**EXERCISE:**
In your reply, restate all of the records below word for word.

**STUDY MATERIAL:**
-- Opening Marker --
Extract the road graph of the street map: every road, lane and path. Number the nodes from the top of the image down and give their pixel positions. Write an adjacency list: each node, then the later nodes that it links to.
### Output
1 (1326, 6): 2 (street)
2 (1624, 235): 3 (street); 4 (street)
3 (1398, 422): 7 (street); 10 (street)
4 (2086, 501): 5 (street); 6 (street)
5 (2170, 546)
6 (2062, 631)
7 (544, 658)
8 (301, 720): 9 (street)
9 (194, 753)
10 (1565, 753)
-- Closing Marker --
**WRITTEN REPLY:**
Extract the road graph of the street map: every road, lane and path. Number the nodes from the top of the image down and give their pixel positions. Write an adjacency list: each node, then the later nodes that it links to.
### Output
1 (1326, 6): 2 (street)
2 (1624, 235): 3 (street); 4 (street)
3 (1398, 422): 7 (street); 10 (street)
4 (2086, 501): 5 (street); 6 (street)
5 (2170, 546)
6 (2062, 631)
7 (544, 658)
8 (301, 720): 9 (street)
9 (194, 753)
10 (1565, 753)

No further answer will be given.